*** Block opens ***

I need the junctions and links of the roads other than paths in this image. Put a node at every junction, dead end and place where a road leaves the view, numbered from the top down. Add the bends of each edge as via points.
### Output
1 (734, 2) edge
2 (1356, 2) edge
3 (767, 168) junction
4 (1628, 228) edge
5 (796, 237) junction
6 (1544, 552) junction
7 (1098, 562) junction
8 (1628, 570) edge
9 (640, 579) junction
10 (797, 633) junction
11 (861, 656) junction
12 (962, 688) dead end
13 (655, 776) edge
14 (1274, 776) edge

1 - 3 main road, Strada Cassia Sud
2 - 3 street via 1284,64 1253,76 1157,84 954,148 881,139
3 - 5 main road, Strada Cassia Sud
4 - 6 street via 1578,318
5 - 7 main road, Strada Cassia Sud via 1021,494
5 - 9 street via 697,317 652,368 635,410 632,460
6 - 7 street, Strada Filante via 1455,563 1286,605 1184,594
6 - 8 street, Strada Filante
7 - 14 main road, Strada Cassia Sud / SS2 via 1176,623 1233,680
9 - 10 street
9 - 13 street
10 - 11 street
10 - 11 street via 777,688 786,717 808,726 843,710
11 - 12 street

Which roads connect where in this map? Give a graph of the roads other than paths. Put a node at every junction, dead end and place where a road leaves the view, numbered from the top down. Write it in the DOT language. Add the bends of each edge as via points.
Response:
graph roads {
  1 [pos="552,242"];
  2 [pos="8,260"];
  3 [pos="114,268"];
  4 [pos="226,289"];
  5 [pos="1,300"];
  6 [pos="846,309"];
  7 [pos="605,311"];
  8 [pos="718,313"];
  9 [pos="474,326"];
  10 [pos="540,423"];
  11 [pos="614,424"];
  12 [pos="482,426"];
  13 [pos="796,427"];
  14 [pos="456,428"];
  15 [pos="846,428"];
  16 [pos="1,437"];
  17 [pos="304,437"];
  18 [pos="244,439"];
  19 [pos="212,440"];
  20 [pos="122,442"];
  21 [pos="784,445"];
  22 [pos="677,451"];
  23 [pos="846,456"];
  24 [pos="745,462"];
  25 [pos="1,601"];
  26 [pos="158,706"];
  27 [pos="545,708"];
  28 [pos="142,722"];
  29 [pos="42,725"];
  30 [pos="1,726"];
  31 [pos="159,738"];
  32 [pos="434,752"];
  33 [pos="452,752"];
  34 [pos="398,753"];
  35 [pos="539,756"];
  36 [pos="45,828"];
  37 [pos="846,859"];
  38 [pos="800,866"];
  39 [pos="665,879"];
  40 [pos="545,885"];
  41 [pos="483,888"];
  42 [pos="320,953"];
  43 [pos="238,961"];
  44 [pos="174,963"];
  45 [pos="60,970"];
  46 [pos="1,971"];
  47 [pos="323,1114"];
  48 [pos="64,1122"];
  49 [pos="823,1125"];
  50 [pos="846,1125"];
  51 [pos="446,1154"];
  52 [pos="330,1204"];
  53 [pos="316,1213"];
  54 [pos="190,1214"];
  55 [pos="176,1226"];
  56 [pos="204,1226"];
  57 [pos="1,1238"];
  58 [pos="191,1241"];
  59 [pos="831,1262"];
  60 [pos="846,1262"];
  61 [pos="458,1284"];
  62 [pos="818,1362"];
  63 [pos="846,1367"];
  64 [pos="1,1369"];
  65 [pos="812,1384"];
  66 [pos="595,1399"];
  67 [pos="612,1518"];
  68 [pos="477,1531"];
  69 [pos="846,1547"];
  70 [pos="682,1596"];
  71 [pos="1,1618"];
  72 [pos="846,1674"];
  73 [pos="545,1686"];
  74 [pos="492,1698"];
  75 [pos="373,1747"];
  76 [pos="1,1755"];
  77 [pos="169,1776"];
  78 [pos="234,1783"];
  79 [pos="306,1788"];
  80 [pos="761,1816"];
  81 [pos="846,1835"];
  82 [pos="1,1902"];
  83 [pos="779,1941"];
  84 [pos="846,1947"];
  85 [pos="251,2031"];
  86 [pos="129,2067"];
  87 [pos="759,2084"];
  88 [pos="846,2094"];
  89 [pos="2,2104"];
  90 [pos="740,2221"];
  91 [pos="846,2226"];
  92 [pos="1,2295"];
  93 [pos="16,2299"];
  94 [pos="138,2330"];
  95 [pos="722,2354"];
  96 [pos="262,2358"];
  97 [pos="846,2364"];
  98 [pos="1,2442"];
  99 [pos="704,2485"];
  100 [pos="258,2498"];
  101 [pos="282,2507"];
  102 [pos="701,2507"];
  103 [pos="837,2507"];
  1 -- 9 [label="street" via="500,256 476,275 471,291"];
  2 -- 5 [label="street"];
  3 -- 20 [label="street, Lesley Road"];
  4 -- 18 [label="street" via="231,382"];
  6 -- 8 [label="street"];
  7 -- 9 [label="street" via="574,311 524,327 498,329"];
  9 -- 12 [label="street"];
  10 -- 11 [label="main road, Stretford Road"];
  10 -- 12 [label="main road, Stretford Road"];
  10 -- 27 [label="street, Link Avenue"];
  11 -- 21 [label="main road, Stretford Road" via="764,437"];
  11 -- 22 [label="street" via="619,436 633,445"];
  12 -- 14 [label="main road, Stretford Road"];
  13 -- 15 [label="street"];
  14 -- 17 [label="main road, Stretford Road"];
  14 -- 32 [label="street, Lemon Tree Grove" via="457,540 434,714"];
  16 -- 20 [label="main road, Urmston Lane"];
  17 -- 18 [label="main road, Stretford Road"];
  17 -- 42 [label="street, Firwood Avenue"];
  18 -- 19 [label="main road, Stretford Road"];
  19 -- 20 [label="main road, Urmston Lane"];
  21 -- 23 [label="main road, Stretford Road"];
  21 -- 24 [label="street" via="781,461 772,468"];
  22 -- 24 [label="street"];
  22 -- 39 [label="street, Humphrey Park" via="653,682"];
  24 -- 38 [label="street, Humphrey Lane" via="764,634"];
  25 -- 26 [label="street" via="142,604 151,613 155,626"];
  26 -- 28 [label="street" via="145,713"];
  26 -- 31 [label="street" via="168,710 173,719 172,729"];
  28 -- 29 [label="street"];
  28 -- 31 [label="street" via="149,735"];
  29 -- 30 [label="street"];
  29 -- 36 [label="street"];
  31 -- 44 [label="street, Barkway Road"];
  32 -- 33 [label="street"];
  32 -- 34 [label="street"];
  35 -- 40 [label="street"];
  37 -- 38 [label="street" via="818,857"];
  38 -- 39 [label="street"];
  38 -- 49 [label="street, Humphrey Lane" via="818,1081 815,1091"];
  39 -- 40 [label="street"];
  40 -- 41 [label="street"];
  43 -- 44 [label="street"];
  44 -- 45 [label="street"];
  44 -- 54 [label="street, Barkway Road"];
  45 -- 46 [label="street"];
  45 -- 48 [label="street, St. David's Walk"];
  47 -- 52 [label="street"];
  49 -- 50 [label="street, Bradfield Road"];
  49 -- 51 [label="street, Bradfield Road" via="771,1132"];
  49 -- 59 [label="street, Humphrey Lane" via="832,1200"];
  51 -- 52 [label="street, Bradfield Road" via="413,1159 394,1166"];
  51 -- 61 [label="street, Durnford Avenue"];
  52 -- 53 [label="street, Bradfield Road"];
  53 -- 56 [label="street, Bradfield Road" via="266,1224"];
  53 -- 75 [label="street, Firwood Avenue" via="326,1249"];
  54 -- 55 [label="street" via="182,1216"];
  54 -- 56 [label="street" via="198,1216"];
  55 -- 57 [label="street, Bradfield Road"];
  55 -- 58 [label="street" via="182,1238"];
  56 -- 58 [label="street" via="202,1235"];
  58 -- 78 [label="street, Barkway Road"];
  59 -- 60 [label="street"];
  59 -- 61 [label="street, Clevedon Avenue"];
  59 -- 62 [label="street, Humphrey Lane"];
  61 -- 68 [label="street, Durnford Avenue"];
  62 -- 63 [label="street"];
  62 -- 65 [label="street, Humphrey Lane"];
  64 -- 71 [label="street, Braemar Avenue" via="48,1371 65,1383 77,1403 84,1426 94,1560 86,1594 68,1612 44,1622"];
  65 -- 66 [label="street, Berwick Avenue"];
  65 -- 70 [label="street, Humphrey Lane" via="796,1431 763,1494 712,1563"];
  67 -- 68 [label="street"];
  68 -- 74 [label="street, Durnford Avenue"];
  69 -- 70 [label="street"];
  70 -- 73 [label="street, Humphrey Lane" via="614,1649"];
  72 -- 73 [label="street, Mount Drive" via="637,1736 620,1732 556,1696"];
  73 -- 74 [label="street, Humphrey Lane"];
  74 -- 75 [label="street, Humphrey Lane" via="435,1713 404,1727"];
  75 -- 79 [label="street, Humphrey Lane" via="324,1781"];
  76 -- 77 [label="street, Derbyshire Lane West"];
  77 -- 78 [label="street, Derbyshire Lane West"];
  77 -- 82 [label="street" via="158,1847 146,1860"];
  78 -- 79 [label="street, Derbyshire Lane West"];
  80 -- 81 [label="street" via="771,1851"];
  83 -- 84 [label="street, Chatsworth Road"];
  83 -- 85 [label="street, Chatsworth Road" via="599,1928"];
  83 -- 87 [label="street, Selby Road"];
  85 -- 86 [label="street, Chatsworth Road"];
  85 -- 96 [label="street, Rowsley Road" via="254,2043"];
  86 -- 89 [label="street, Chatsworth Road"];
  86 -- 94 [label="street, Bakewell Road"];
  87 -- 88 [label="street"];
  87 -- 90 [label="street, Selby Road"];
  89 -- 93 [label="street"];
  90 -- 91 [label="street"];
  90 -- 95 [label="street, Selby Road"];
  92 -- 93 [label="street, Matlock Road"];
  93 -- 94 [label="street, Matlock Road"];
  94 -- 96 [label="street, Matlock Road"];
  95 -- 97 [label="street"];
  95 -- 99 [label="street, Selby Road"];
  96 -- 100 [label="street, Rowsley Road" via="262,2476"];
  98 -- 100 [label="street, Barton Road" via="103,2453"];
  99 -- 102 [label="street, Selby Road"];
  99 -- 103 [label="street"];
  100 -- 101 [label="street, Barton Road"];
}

*** Block closes ***

◆ **Try it**: Tally how many lines of the material contain the word "edge". The answer must be the number and nothing else.

◆ **Final answer**: 8